Data listing below:

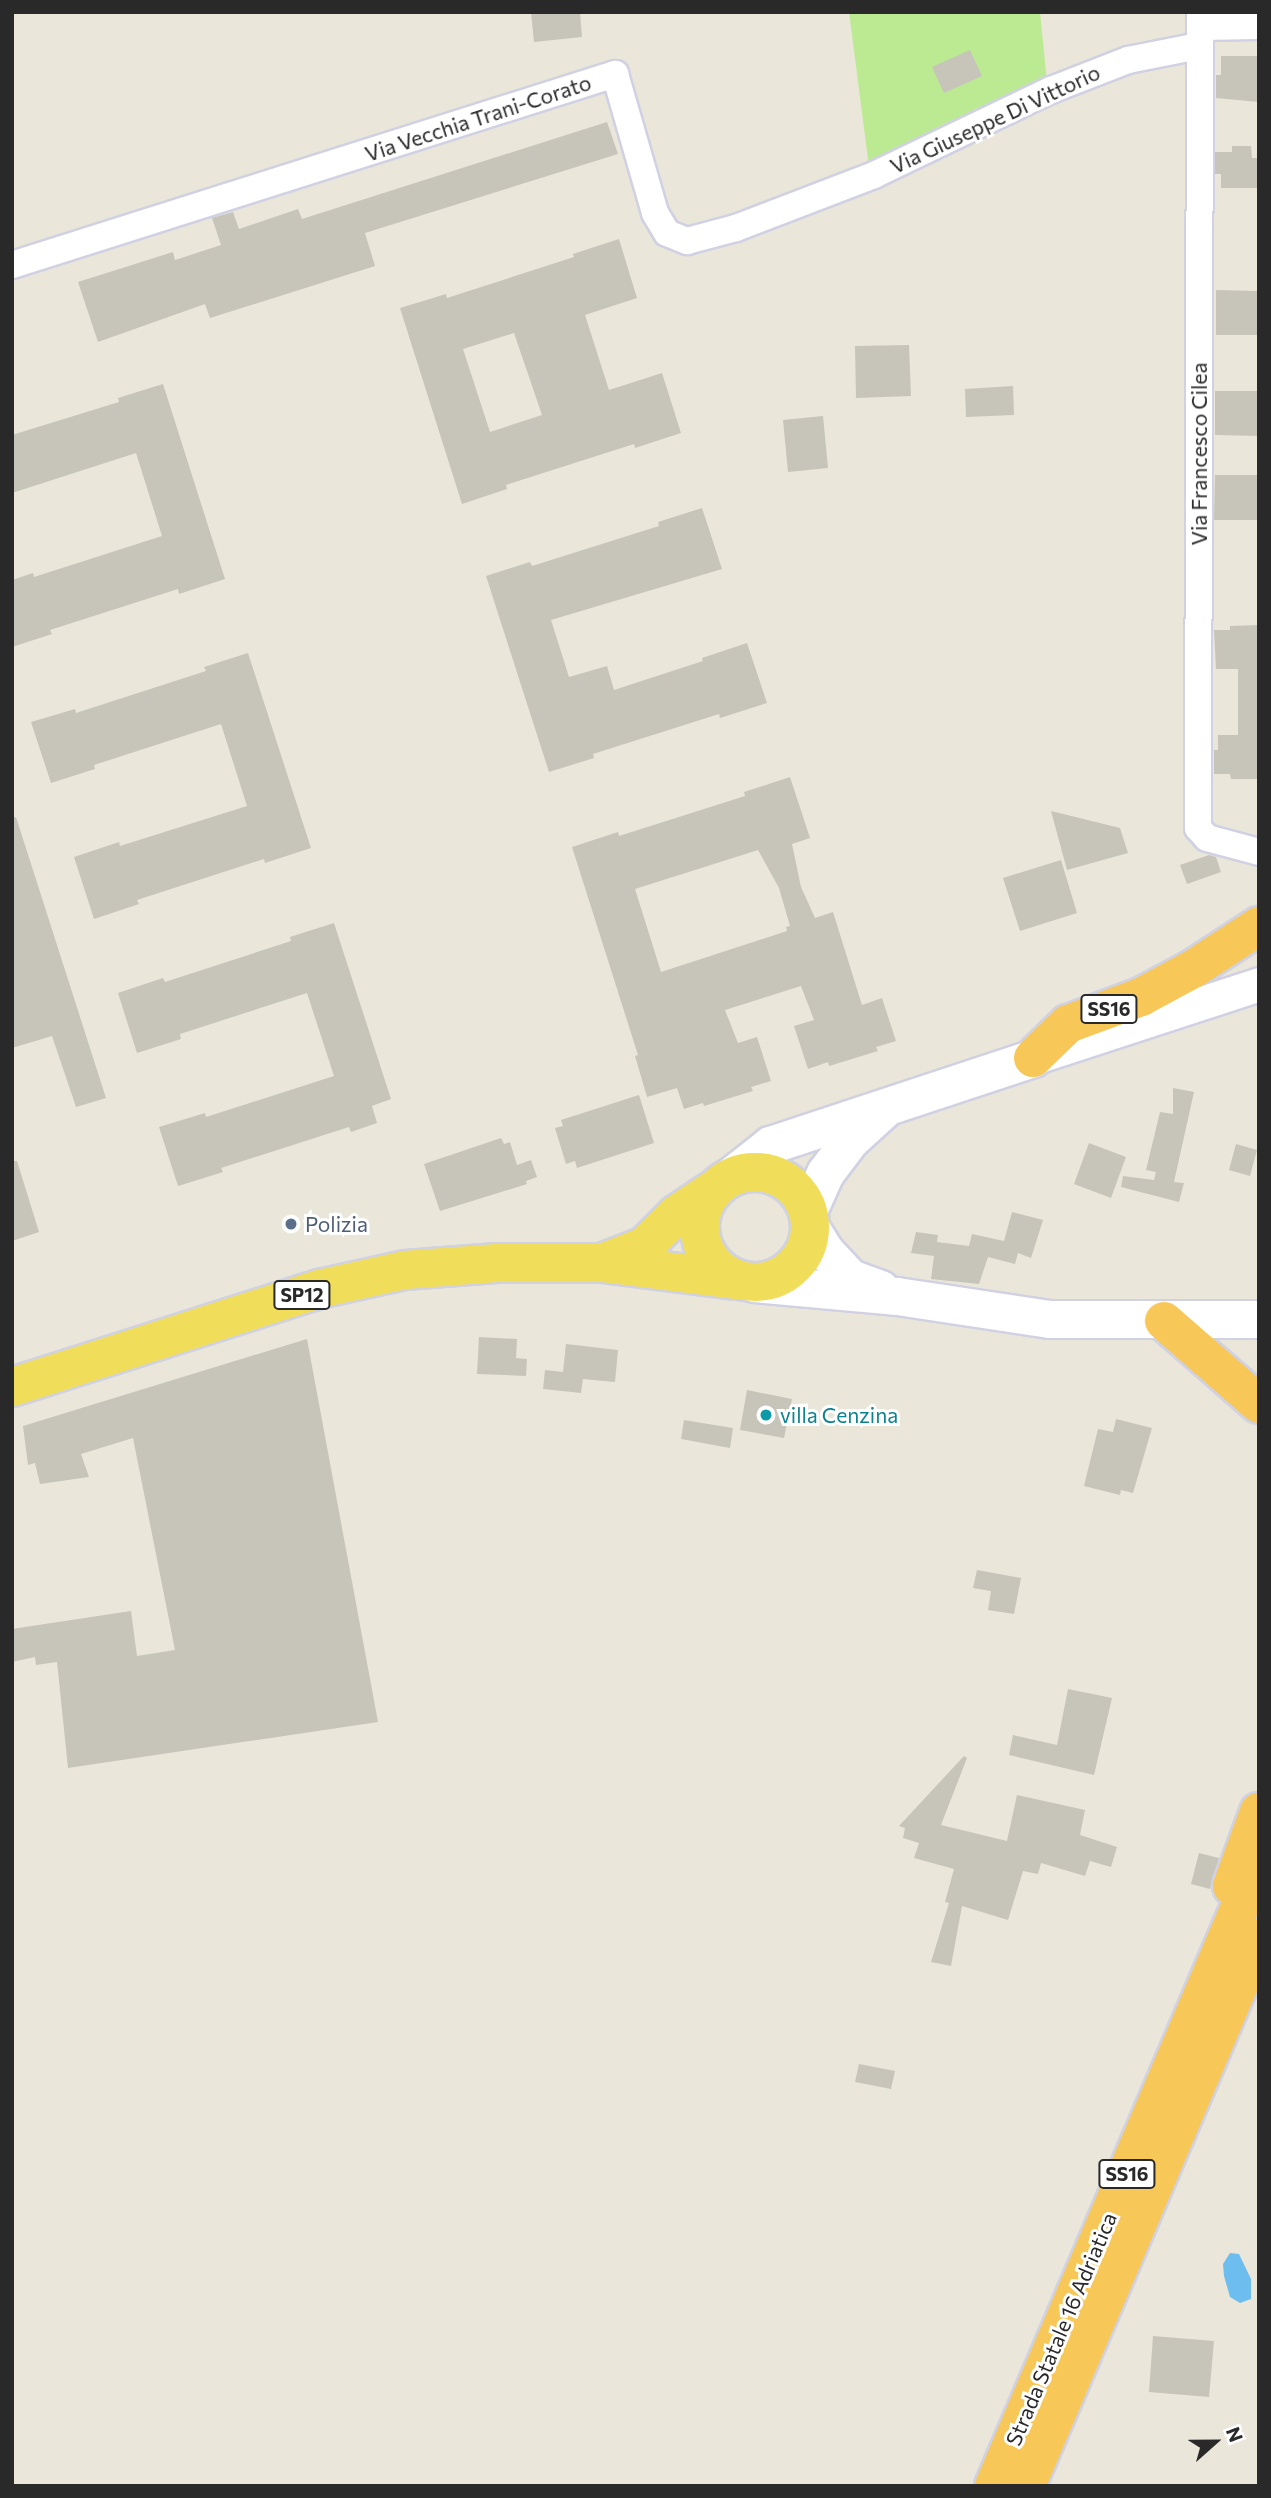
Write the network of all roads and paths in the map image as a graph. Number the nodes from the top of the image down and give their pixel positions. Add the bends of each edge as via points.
1 (1259, 26) edge
2 (1200, 29) edge
3 (874, 175) joint
4 (12, 265) edge
5 (1259, 852) edge
6 (1259, 926) edge
7 (1259, 985) edge
8 (1033, 1058) junction
9 (890, 1103) junction
10 (720, 1184) junction
11 (809, 1219) junction
12 (602, 1262) junction
13 (745, 1281) junction
14 (897, 1296) junction
15 (1259, 1319) edge
16 (1164, 1321) junction
17 (12, 1387) edge
18 (1259, 1404) edge
19 (1259, 1812) edge
20 (1259, 1862) edge
21 (1259, 1938) edge
22 (1211, 1973) junction
23 (994, 2486) edge
24 (1026, 2486) edge

1 - 2 street, Via Giuseppe Di Vittorio
2 - 3 street, Via Giuseppe Di Vittorio via 1051,90
2 - 5 street, Via Francesco Cilea via 1198,828 1216,842
3 - 4 street, Via Vecchia Trani-Corato via 687,241 667,233 655,213 615,74
6 - 8 highway, SS16 via 1141,997 1068,1024
7 - 8 street
8 - 9 main road
9 - 10 main road via 770,1145
9 - 11 main road via 825,1173
10 - 11 main road via 759,1171 775,1175 789,1183
10 - 12 main road, SP12 via 677,1214 645,1245
10 - 13 main road via 703,1206 701,1241 708,1258 721,1271
11 - 13 main road via 808,1244 793,1266 771,1280
11 - 14 main road via 825,1251 850,1278
12 - 13 main road, SP12
12 - 17 main road, SP12 via 405,1269 319,1289
13 - 14 main road
14 - 16 main road via 1049,1319
15 - 16 main road
16 - 18 highway
19 - 22 highway, SS16 via 1218,1923
20 - 22 highway, Strada Statale 16 Adriatica / SS16
21 - 24 highway, Strada Statale 16 Adriatica / SS16
22 - 23 highway, Strada Statale 16 Adriatica / SS16

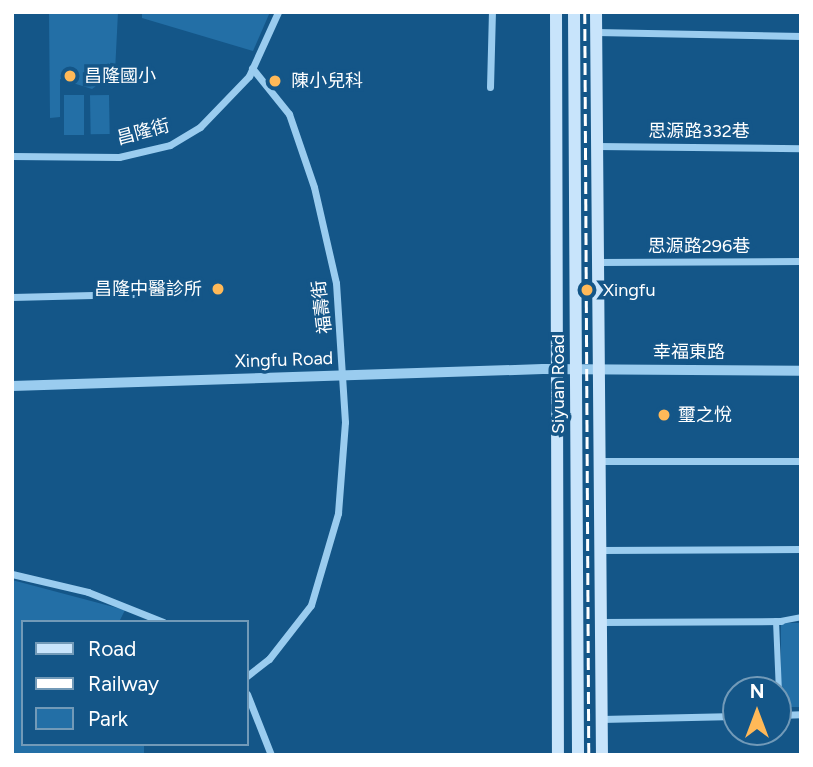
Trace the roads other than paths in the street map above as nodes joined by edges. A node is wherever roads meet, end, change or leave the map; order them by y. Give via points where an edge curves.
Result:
1 (278, 12) edge
2 (492, 12) edge
3 (555, 12) edge
4 (574, 12) edge
5 (596, 12) edge
6 (596, 32) junction
7 (801, 36) edge
8 (252, 68) junction
9 (490, 87) dead end
10 (597, 146) junction
11 (801, 148) edge
12 (12, 156) edge
13 (801, 261) edge
14 (597, 262) junction
15 (133, 294) dead end
16 (12, 297) edge
17 (558, 369) junction
18 (576, 369) junction
19 (598, 369) junction
20 (801, 371) edge
21 (344, 376) junction
22 (12, 386) edge
23 (599, 461) junction
24 (801, 461) edge
25 (801, 549) edge
26 (600, 550) junction
27 (12, 574) edge
28 (801, 617) edge
29 (158, 620) edge
30 (778, 621) junction
31 (600, 622) junction
32 (248, 675) edge
33 (779, 676) edge
34 (248, 697) edge
35 (722, 716) edge
36 (601, 719) junction
37 (271, 755) edge
38 (558, 755) edge
39 (578, 755) edge
40 (602, 755) edge

1 - 8 street
2 - 9 street
3 - 17 main road, Siyuan Road
4 - 18 main road, Siyuan Road
5 - 6 main road
6 - 7 street
6 - 10 main road
8 - 12 street, 昌隆街 via 200,127 170,145 119,156
8 - 21 street, 福壽街 via 289,114 314,187 336,283
10 - 11 street, 思源路332巷
10 - 14 main road
13 - 14 street, 思源路296巷
14 - 19 main road
15 - 16 street
17 - 18 street, Xingfu Road
17 - 21 street, Xingfu Road
17 - 38 main road, Siyuan Road
18 - 19 street, 幸福東路
18 - 39 main road, Siyuan Road
19 - 20 street, 幸福東路
19 - 23 main road
21 - 22 street, Xingfu Road
21 - 32 street, 福壽街 via 344,480 329,556 298,628
23 - 24 street
23 - 26 main road
25 - 26 street
26 - 31 main road
27 - 29 street via 88,592
28 - 30 street
30 - 31 street
30 - 33 street
31 - 36 main road
34 - 37 street
35 - 36 street
36 - 40 main road

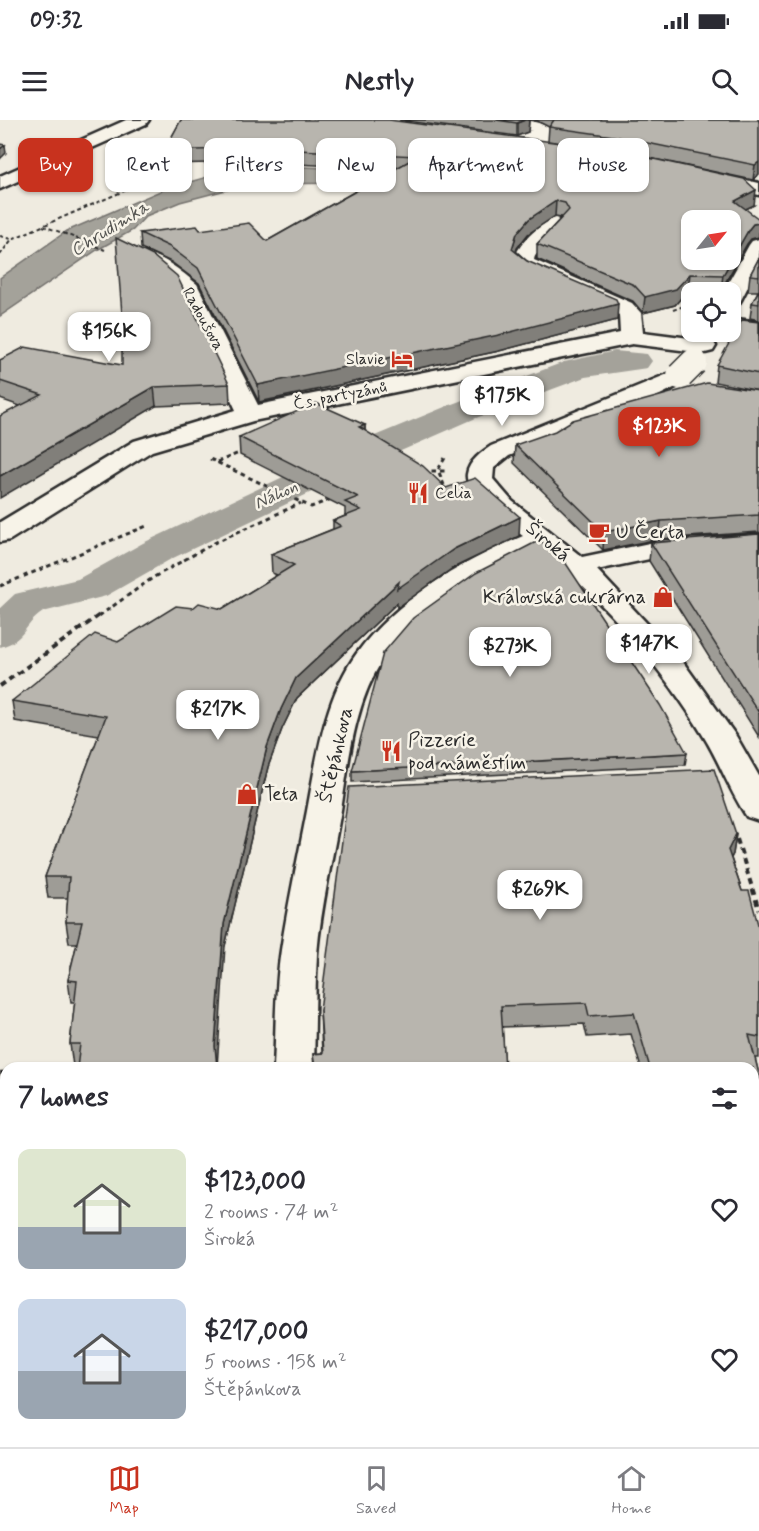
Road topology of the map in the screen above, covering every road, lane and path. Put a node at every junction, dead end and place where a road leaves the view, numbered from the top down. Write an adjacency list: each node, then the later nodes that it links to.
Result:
1 (140, 120): 9 (street)
2 (516, 120): 4 (street)
3 (407, 124): 4 (street); 5 (street)
4 (541, 137): 6 (street); 7 (street)
5 (492, 138)
6 (538, 138)
7 (545, 145)
8 (759, 178): 10 (street)
9 (0, 183)
10 (759, 189)
11 (121, 192): 13 (path)
12 (556, 224): 23 (street)
13 (42, 225): 15 (path); 17 (path, bridge)
14 (0, 236): 15 (path)
15 (12, 239): 19 (path)
16 (99, 249): 17 (path)
17 (113, 250): 25 (street, Radoušova)
18 (757, 250): 20 (street)
19 (0, 255)
20 (741, 291)
21 (741, 327): 22 (street)
22 (759, 329)
23 (632, 337): 24 (street, Čs. partyzánů); 25 (street, Čs. partyzánů)
24 (693, 364): 31 (street, Široká)
25 (250, 414): 30 (street, Čs. partyzánů)
26 (260, 483): 28 (path)
27 (343, 495): 28 (path)
28 (301, 502): 35 (path)
29 (149, 525): 34 (path)
30 (0, 534)
31 (543, 537): 33 (street, Široká); 37 (street, Štěpánkova)
32 (759, 542): 33 (street)
33 (577, 566): 38 (street, Široká)
34 (0, 586)
35 (0, 686)
36 (360, 794): 37 (street)
37 (325, 796): 39 (street, Štěpánkova)
38 (759, 810)
39 (294, 1062)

End of Data listing.

Activity: Each line of the data that holds the word "where" should be copied.

Task solution:
Trace the roads other than paths in the street map above as nodes joined by edges. A node is wherever roads meet, end, change or leave the map; order them by y. Give via points where an edge curves.
Road topology of the map in the screen above, covering every road, lane and path. Put a node at every junction, dead end and place where a road leaves the view, numbered from the top down. Write an adjacency list: each node, then the later nodes that it links to.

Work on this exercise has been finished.